## [WHAT NEEDS TO BE DONE]
Transcribe the listing below exactly, without pictures.

## [DATA IN THIS EXERCISE]
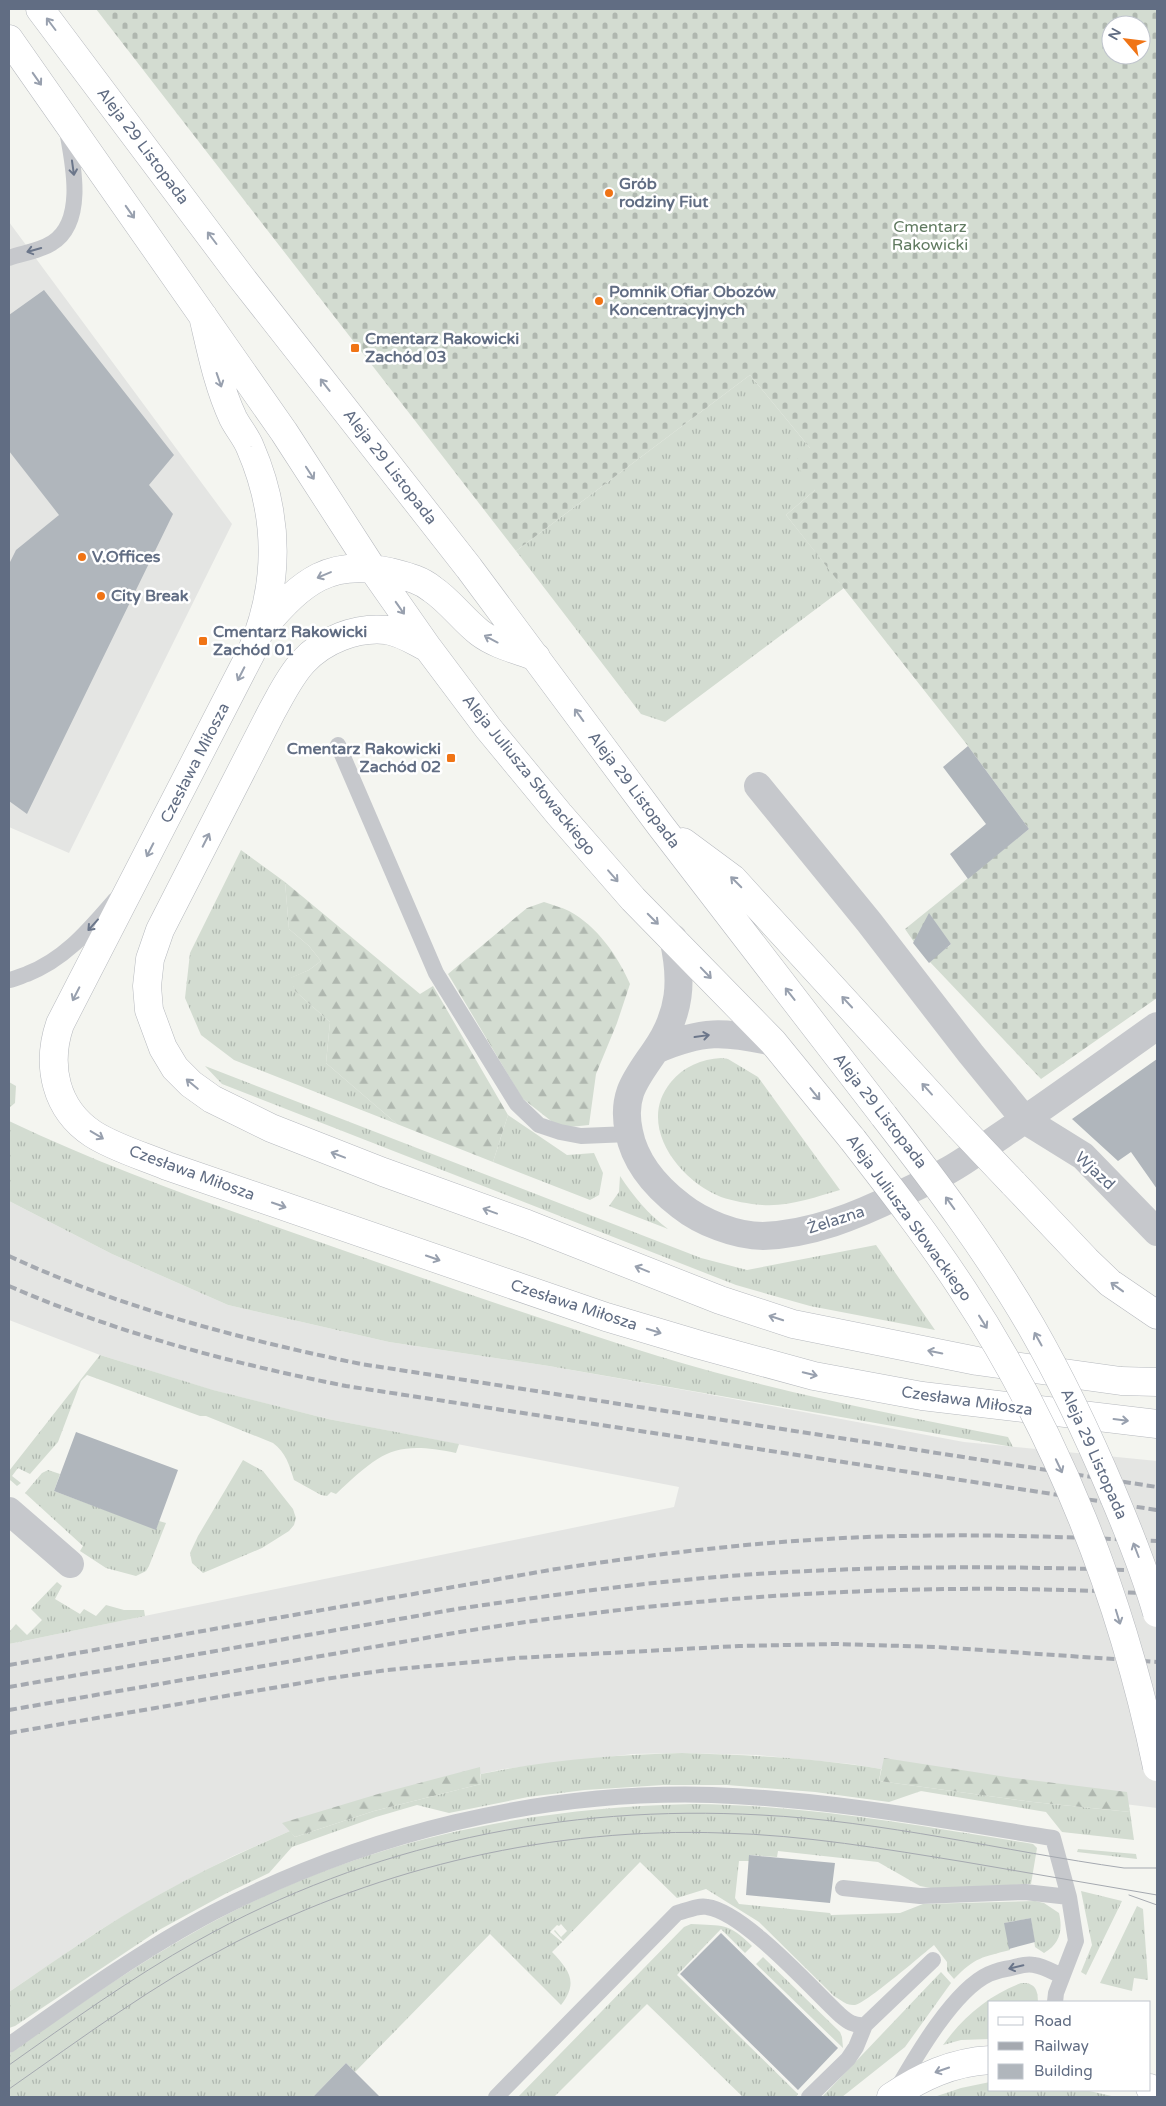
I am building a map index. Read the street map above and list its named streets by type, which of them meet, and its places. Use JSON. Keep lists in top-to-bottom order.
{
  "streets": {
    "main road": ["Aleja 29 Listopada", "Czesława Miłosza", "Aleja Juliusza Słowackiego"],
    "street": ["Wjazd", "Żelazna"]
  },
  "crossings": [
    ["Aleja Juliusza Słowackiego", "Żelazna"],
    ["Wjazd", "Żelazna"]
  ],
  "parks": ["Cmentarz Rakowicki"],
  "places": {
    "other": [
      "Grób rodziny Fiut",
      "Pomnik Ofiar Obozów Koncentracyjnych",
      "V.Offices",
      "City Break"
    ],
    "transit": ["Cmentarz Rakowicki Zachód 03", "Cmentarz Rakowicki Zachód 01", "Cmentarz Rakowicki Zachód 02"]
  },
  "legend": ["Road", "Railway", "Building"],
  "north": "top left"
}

## [YOUR RESPONSE]
I am building a map index. Read the street map above and list its named streets by type, which of them meet, and its places. Use JSON. Keep lists in top-to-bottom order.
{
  "streets": {
    "main road": ["Aleja 29 Listopada", "Czesława Miłosza", "Aleja Juliusza Słowackiego"],
    "street": ["Wjazd", "Żelazna"]
  },
  "crossings": [
    ["Aleja Juliusza Słowackiego", "Żelazna"],
    ["Wjazd", "Żelazna"]
  ],
  "parks": ["Cmentarz Rakowicki"],
  "places": {
    "other": [
      "Grób rodziny Fiut",
      "Pomnik Ofiar Obozów Koncentracyjnych",
      "V.Offices",
      "City Break"
    ],
    "transit": ["Cmentarz Rakowicki Zachód 03", "Cmentarz Rakowicki Zachód 01", "Cmentarz Rakowicki Zachód 02"]
  },
  "legend": ["Road", "Railway", "Building"],
  "north": "top left"
}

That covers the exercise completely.